Dalam rangka peringatan Hari Penanggulangan Degradasi Lahan dan Kekeringan Sedunia, PJT I bersama dengan BPBD Kabupaten Madiun melakukan penanaman sepuluh ribu bibit akar wangi (chrysopogon zizanioides). Kegiatan dilakukan di kawasan lereng Gunung Wilis tepatnya di Desa Durenan, Kecamatan Gemarang, Madiun.
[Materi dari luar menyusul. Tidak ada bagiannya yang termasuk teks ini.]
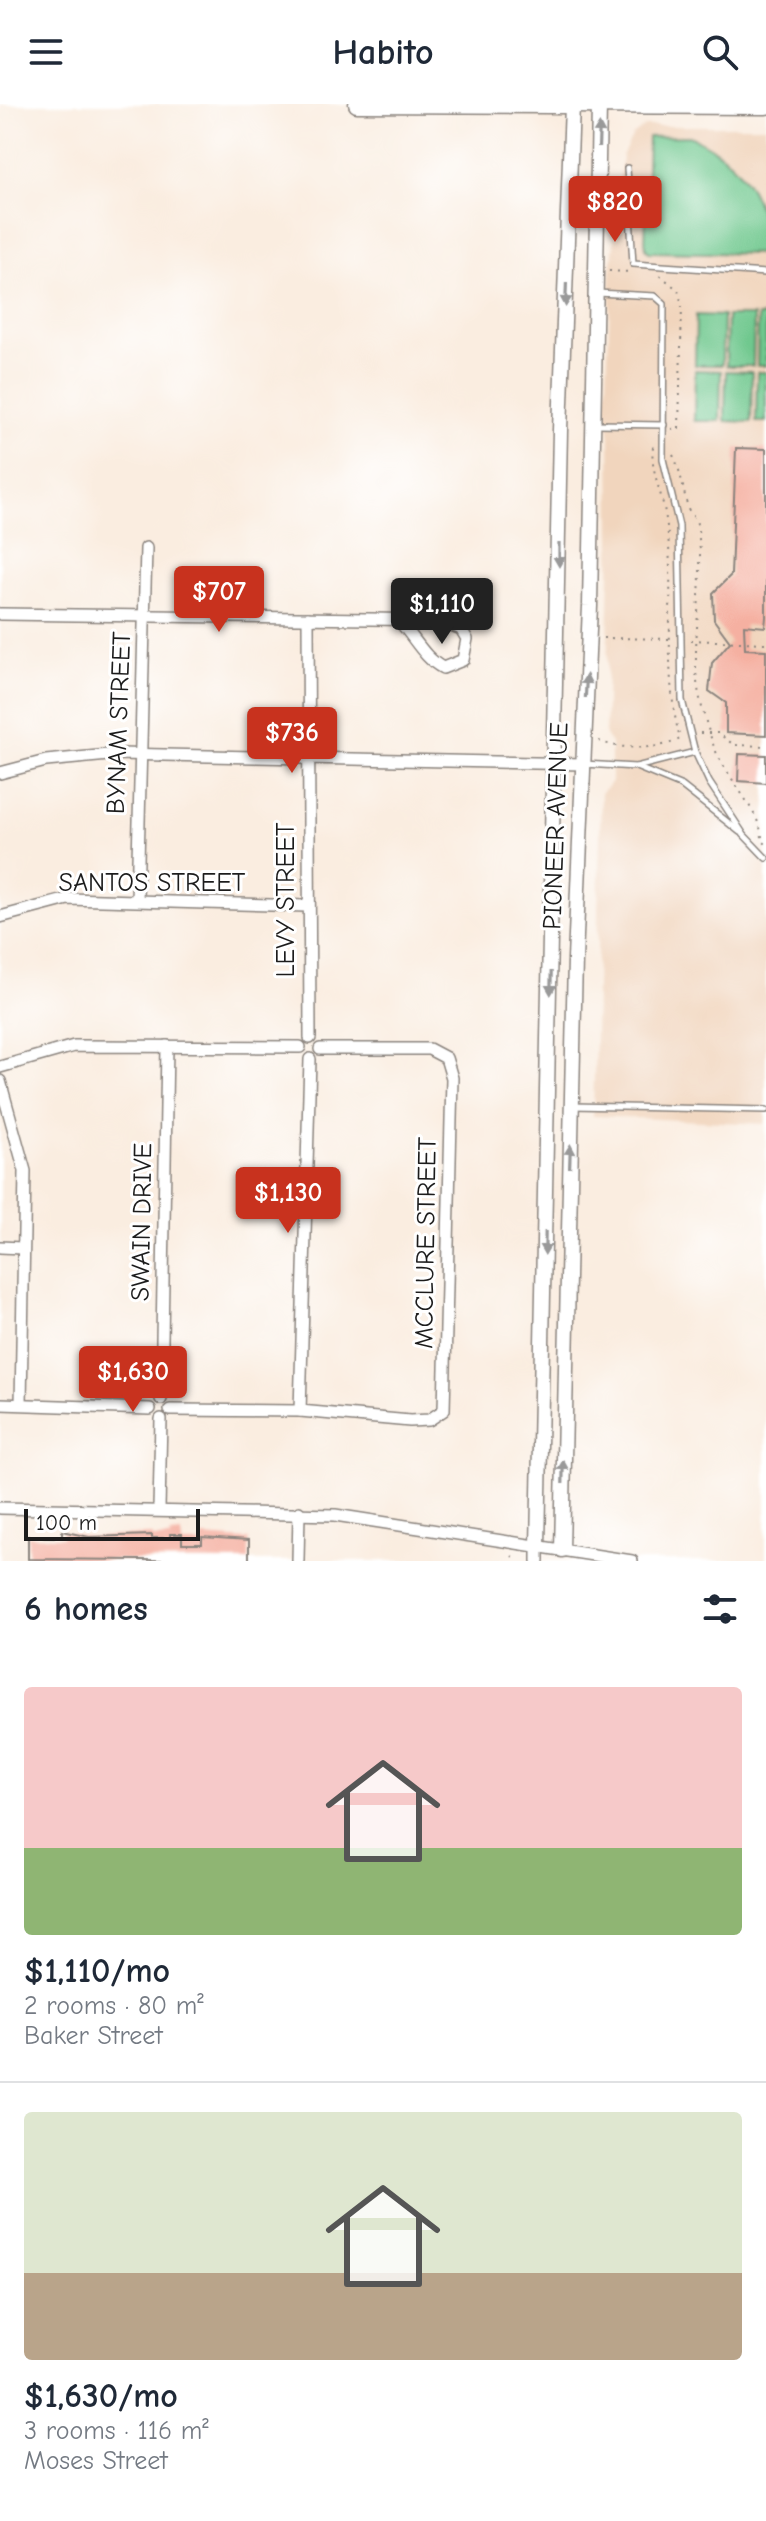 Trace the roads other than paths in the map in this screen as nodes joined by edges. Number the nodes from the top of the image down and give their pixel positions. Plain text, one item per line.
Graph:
1 (357, 104) edge
2 (572, 105) edge
3 (599, 105) edge
4 (766, 106) edge
5 (627, 168) dead end
6 (766, 273) edge
7 (594, 293) junction
8 (591, 424) junction
9 (664, 425) junction
10 (146, 548) dead end
11 (0, 614) edge
12 (145, 616) junction
13 (308, 618) junction
14 (397, 619) junction
15 (695, 752) junction
16 (139, 754) junction
17 (307, 758) junction
18 (555, 762) junction
19 (583, 764) junction
20 (636, 767) junction
21 (0, 773) edge
22 (744, 835) junction
23 (766, 858) edge
24 (137, 900) junction
25 (306, 906) junction
26 (0, 917) edge
27 (550, 1022) junction
28 (310, 1038) junction
29 (167, 1046) junction
30 (300, 1047) junction
31 (320, 1049) junction
32 (310, 1059) junction
33 (0, 1067) edge
34 (0, 1081) edge
35 (572, 1106) junction
36 (766, 1110) edge
37 (0, 1247) edge
38 (22, 1248) junction
39 (161, 1399) junction
40 (0, 1404) edge
41 (21, 1404) junction
42 (150, 1409) junction
43 (300, 1411) junction
44 (166, 1415) junction
45 (0, 1508) edge
46 (159, 1509) junction
47 (299, 1512) junction
48 (538, 1554) edge
49 (562, 1556) edge
50 (298, 1561) edge
51 (632, 1561) edge

1 - 2 main road
2 - 3 main road
2 -> 18 street, PIONEER AVENUE
3 - 4 main road
7 -> 3 street, PIONEER AVENUE
5 - 6 lane
7 - 8 street, PIONEER AVENUE
7 - 9 lane
8 - 9 lane
19 -> 8 street, PIONEER AVENUE
9 - 15 lane
10 - 12 street, BYNAM STREET
11 - 12 street
12 - 13 street
12 - 16 street, BYNAM STREET
13 - 14 street
13 - 17 street, LEVY STREET
14 - 14 street
15 - 20 lane
15 - 22 lane
16 - 17 street
16 - 21 street
16 - 24 street, BYNAM STREET
17 - 18 street
17 - 25 street, LEVY STREET
18 - 19 street
18 -> 27 street, PIONEER AVENUE
19 - 20 lane
19 - 35 street, PIONEER AVENUE
20 - 22 lane
22 - 23 lane
24 - 25 street, SANTOS STREET
24 - 26 street, SANTOS STREET
25 - 28 street, LEVY STREET
27 - 35 street
27 -> 48 street, PIONEER AVENUE
28 - 30 street
28 - 31 street
29 - 30 street
29 - 33 street
29 - 39 street, SWAIN DRIVE
30 - 32 street
31 - 32 street
31 - 43 street, MCCLURE STREET
32 - 43 street
34 - 38 street
35 - 36 lane
49 -> 35 street, PIONEER AVENUE
37 - 38 street
38 - 41 street
39 - 42 street
39 - 44 street
40 - 41 street
41 - 42 street
42 - 44 street
43 - 44 street
44 - 46 street
45 - 46 street
46 - 47 street
47 - 48 street
47 - 50 street
48 - 49 street
49 - 51 street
Dimana sebelumnya, pada tanggal 5 April 2021 lalu telah terjadi bencana tanah longsor di lokasi yang sama.
Penanaman tersebut merupakan implementasi Program TJSL BUMN, khususnya aspek TPB (Tujuan Pembangunan Berkelanjutan) nomor 13 yakni Penanganan Perubahan Iklim.
Melalui penanaman Akar Wangi atau Vetiver, diharapkan dapat terbentuk keseimbangan ekologi di lokasi sekitar yang menjadi lahan budidaya tanaman porang sebagai penopang ekonomi masyarakat sekitar. Akar tanaman vetiver diketahui dapat tumbuh hingga sedalam lima meter, sehingga dapat berfungsi mengikat tanah agar tidak mudah longsor.
Kegiatan konservasi PJT I yang dilakukan di sepanjang DAS Kali Madiun ini merupakan program rutin tahunan. Atas kontribusi ini, Pemerintah Kabupaten Madiun memberikan penghargaan kepada PJT I. Penghargaan diserahkan oleh Wakil Bupati Madiun pada saat seremonial penanaman, Jumat 18 Juni 2021 lalu.